Me siento a gusto cuando entro en la Feria del Libro un lugar en el que me hallo a salvo de la anarquía y el desconcierto, que diría Carlos Marzal. La humedad que del mar salía, llegaba como en remolinos invisibles hasta las casetas en donde el gentío se agolpaba alrededor de todo tipo de literatura, desde la infantil a la histórica, de los comic a los libros de viajes, líricas estructuras, ensayos barrocos o fantasías galácticas.
Aplausos acogedores, cálidos, de papel a pie de página, de letras en negrilla y espacios en blanco que se sentaban o se recostaban en los bancos de piedra de la Plaza de la Marina.
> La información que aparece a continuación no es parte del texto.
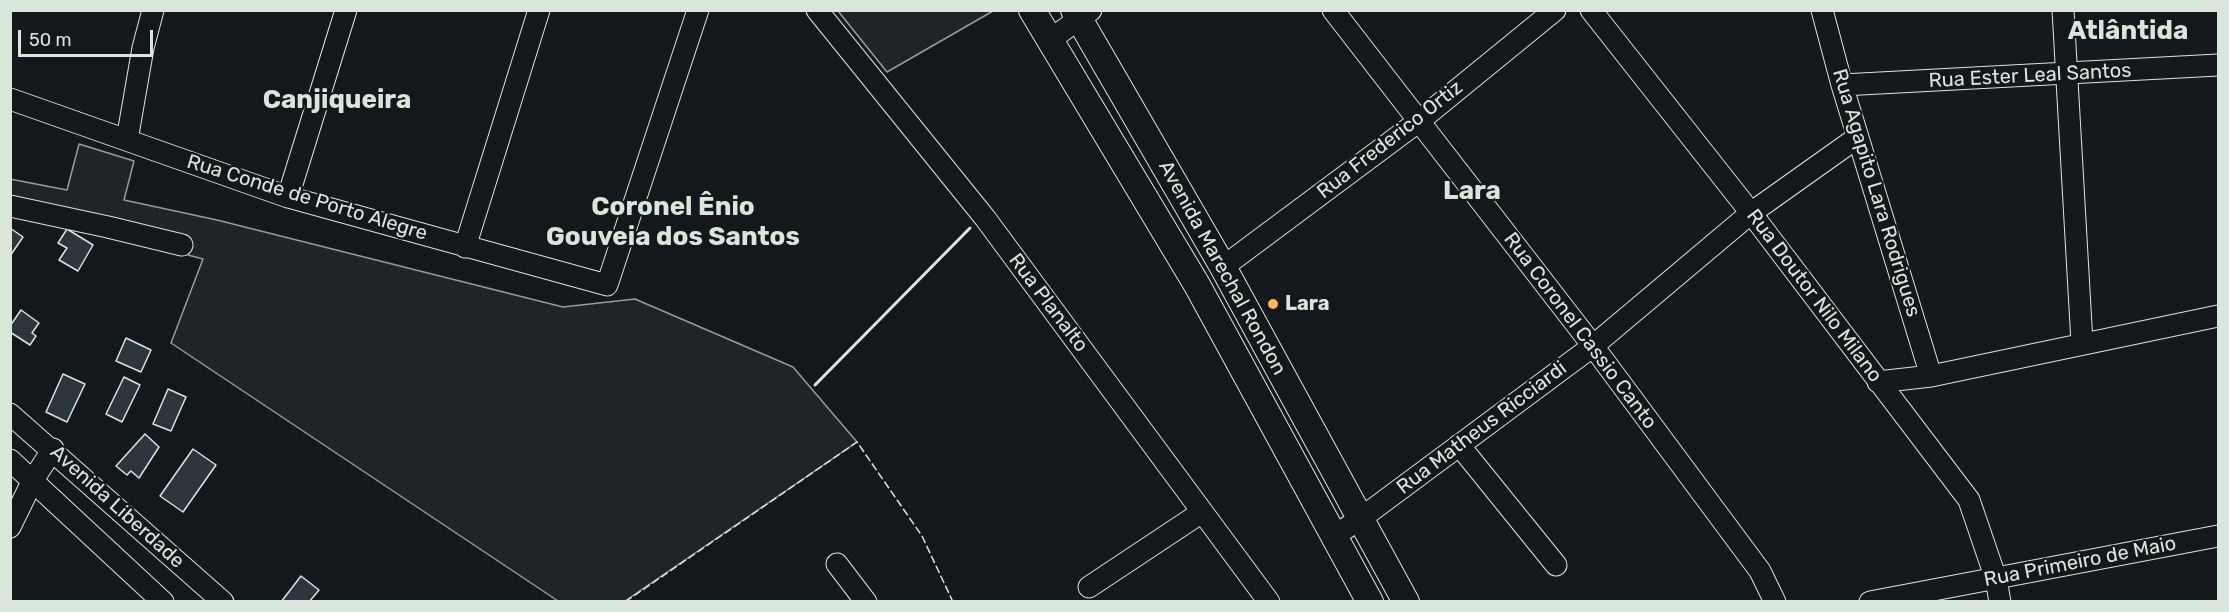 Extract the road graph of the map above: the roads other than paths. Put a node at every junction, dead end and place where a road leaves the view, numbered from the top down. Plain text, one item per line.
1 (153, 10) edge
2 (346, 10) edge
3 (539, 10) edge
4 (699, 10) edge
5 (817, 10) edge
6 (1032, 10) edge
7 (1333, 10) edge
8 (1555, 10) edge
9 (1591, 10) edge
10 (1822, 10) edge
11 (2063, 10) edge
12 (1082, 13) edge
13 (1050, 40) junction
14 (2218, 65) edge
15 (2067, 75) junction
16 (1842, 85) junction
17 (10, 99) edge
18 (1419, 121) junction
19 (1858, 137) junction
20 (127, 140) junction
21 (288, 197) junction
22 (10, 206) edge
23 (1751, 213) junction
24 (182, 245) dead end
25 (465, 247) junction
26 (1224, 267) junction
27 (2218, 316) edge
28 (2082, 343) junction
29 (1593, 346) junction
30 (1931, 376) junction
31 (1878, 382) junction
32 (10, 414) edge
33 (1459, 445) junction
34 (53, 450) junction
35 (10, 460) edge
36 (33, 480) junction
37 (1202, 512) junction
38 (1360, 519) junction
39 (10, 527) edge
40 (1334, 536) junction
41 (2218, 536) edge
42 (837, 564) dead end
43 (1556, 565) dead end
44 (1996, 579) junction
45 (1089, 587) dead end
46 (163, 602) edge
47 (223, 602) edge
48 (866, 602) edge
49 (1269, 602) edge
50 (1370, 602) edge
51 (1407, 602) edge
52 (1774, 602) edge
53 (1870, 602) edge
54 (2000, 602) edge

1 - 20 street
2 - 21 street
3 - 25 street
4 - 25 street, Rua Conde de Porto Alegre
5 - 37 street, Rua Planalto
6 - 13 main road, Avenida Marechal Rondon
7 - 18 street, Rua Coronel Cassio Canto
8 - 18 street, Rua Frederico Ortiz
9 - 23 street, Rua Doutor Nilo Milano
10 - 16 street, Rua Agapito Lara Rodrigues
11 - 15 street
12 - 13 street, Avenida Marechal Rondon
12 - 26 main road, Avenida Marechal Rondon
13 - 40 main road, Avenida Marechal Rondon
14 - 15 street, Rua Ester Leal Santos
15 - 16 street, Rua Ester Leal Santos
15 - 28 street
16 - 19 street, Rua Agapito Lara Rodrigues
17 - 20 street, Rua Conde de Porto Alegre
18 - 26 street, Rua Frederico Ortiz
18 - 29 street, Rua Coronel Cassio Canto
19 - 23 street, Rua Matheus Ricciardi
19 - 30 street, Rua Agapito Lara Rodrigues
20 - 21 street, Rua Conde de Porto Alegre
21 - 25 street, Rua Conde de Porto Alegre
22 - 24 street
23 - 29 street, Rua Matheus Ricciardi
23 - 31 street, Rua Doutor Nilo Milano
26 - 38 main road, Avenida Marechal Rondon
27 - 28 street
28 - 30 street
29 - 33 street, Rua Matheus Ricciardi
29 - 52 street, Rua Coronel Cassio Canto
30 - 31 street
31 - 44 street, Rua Doutor Nilo Milano
32 - 34 street, Avenida Liberdade
33 - 38 street, Rua Matheus Ricciardi
33 - 43 street
34 - 36 street
34 - 47 street, Avenida Liberdade
35 - 36 street, Avenida Liberdade
36 - 39 street
36 - 46 street, Avenida Liberdade
37 - 45 street
37 - 49 street, Rua Planalto
38 - 40 street
38 - 51 main road, Avenida Marechal Rondon
40 - 50 main road, Avenida Marechal Rondon
41 - 44 street, Rua Primeiro de Maio
42 - 48 street
44 - 53 street, Rua Primeiro de Maio
44 - 54 street, Rua Doutor Nilo Milano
Pies vestidos de sandalias de playa o de botines de cuero ilustrado, de deportivas cansadas de cordones opresores, de zapatillas aladas llenas de imaginación.
Cabalgata ceremoniosa, visita de una ventana a otra, de un nombre a otro de una portada a otra intuyendo que el corazón late más deprisa cuando pasa camuflado entre libros, editores y escritores que tratan de llegar, a pesar de la distancia del mostrador, a aquellos posible lectores o lectoras que aún no conocen sus historias, a aquellas almas perdidas en los laberintos del lenguaje través del cual ponemos nombres, adjetivos o verbos a todo aquello que se nos cruza por delante.
Es como una erupción de morfemas, sintaxis, raíces y afijos, lexemas, morfemas… que son la base real de nuestra existencia escrita. Todo se mueve inquieto y cambiante. Centelleos mágicos bajo el sol de la mañana y de la tarde, sobre las sombras primeras del atardecer que contrastan ensimismadas sobre las cabezas cubiertas con gorras o sombreros o descubiertas y desafiantes. El viento siempre hace su aparición para no perder la oportunidad de levantar alguna hoja seca caída de los árboles cercanos que, como aves migratorias, emprenden remolinos de huida hacia lo desconocido, hacia los misterios insondables de la escritura, hacia las mentes claras que se sumergen en la lectura.